[Source data]

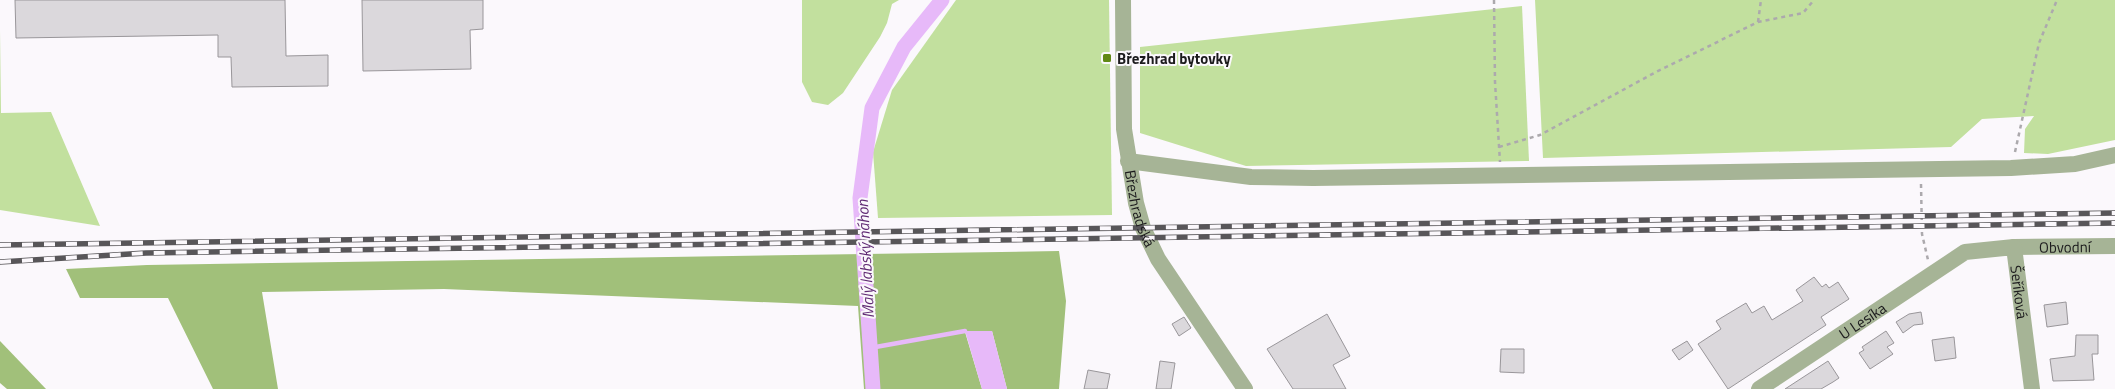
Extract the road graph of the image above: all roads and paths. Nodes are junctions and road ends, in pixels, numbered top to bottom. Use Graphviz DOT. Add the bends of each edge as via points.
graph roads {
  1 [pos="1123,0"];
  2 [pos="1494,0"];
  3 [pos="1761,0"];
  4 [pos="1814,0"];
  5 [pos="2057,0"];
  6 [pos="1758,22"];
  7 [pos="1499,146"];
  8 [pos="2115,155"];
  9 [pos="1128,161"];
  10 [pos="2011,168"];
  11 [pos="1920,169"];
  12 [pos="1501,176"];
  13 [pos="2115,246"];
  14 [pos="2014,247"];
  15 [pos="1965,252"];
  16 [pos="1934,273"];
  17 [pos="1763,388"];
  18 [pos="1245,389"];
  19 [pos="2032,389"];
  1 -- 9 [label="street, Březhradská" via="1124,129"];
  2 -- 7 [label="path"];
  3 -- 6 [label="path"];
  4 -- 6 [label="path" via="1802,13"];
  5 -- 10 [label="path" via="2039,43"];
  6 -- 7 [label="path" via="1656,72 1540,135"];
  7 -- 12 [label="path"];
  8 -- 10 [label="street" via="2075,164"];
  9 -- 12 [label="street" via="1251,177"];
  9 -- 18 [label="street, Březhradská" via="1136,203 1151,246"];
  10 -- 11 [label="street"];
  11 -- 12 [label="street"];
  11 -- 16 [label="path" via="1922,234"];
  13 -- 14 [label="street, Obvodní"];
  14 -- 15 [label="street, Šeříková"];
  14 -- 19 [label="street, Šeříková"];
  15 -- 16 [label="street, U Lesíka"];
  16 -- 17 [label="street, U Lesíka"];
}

[/Source data]
[Source data]

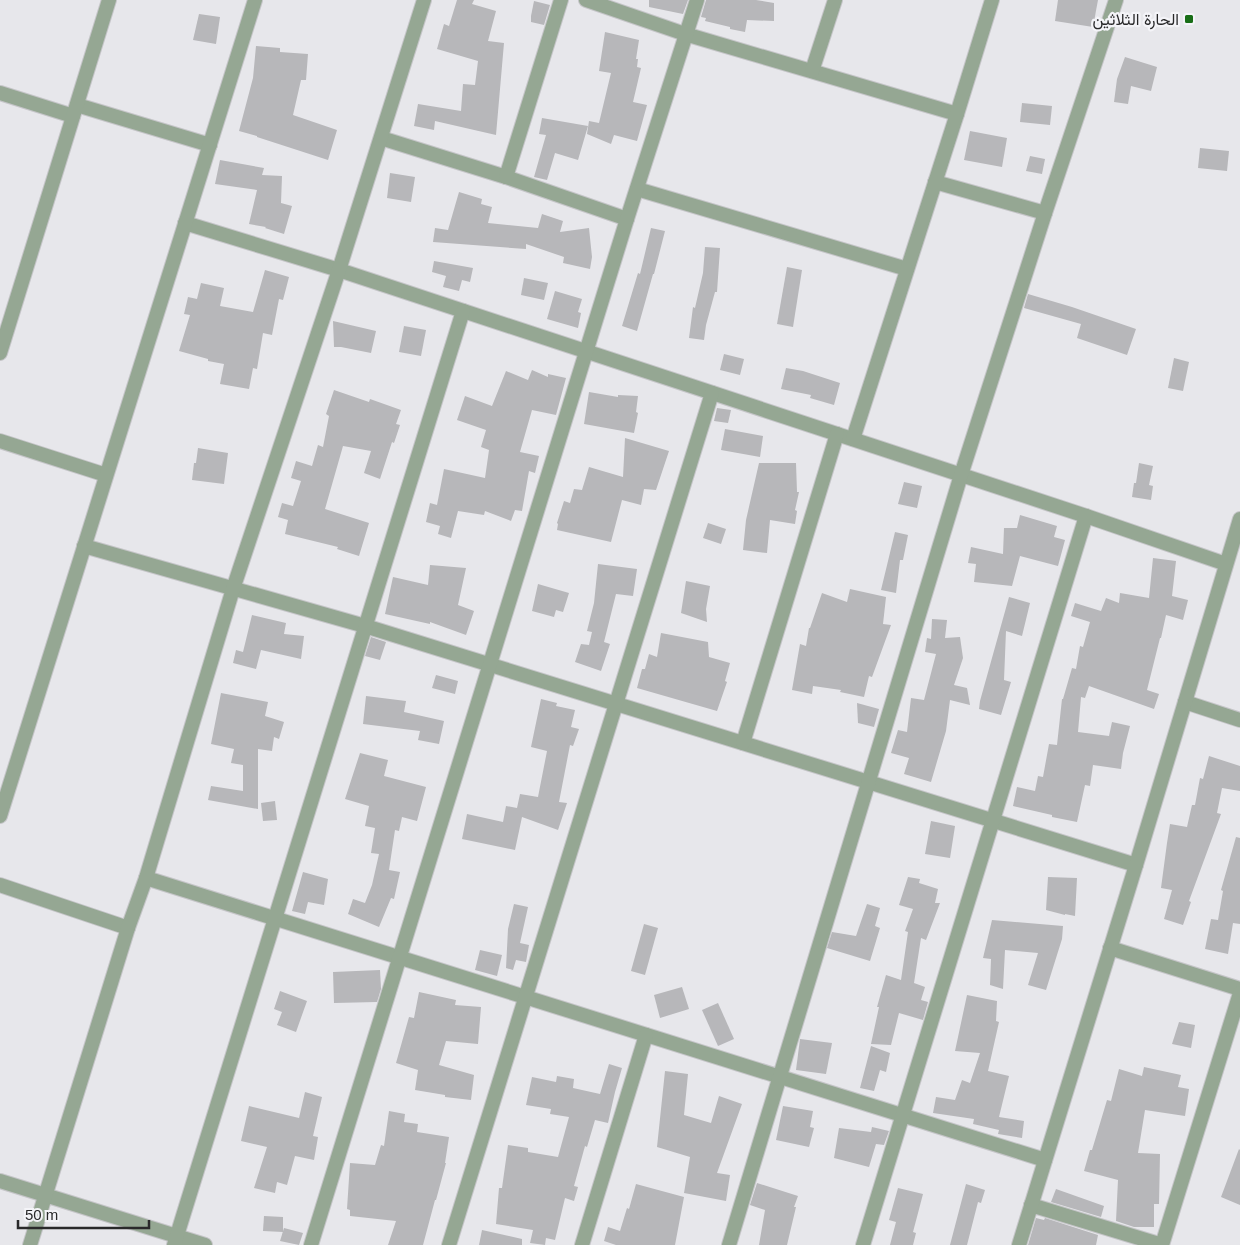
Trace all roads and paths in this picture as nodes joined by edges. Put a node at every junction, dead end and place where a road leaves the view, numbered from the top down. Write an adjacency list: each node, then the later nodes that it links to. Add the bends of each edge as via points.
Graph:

[/Source data]
[Source data]

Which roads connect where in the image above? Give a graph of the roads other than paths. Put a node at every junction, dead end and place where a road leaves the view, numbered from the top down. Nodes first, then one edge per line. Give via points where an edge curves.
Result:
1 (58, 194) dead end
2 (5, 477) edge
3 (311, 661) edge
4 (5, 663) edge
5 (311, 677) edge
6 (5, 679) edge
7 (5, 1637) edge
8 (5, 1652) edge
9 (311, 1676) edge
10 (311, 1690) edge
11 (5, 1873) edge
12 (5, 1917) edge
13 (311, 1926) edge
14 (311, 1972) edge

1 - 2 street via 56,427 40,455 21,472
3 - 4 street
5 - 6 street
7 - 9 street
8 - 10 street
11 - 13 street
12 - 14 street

[/Source data]

- _What you have to do_:
Scan the listing above. Gather each line that contains the word "view".

- _Exercise output_:
Trace all roads and paths in this picture as nodes joined by edges. Put a node at every junction, dead end and place where a road leaves the view, numbered from the top down. Write an adjacency list: each node, then the later nodes that it links to. Add the bends of each edge as via points.
Which roads connect where in the image above? Give a graph of the roads other than paths. Put a node at every junction, dead end and place where a road leaves the view, numbered from the top down. Nodes first, then one edge per line. Give via points where an edge curves.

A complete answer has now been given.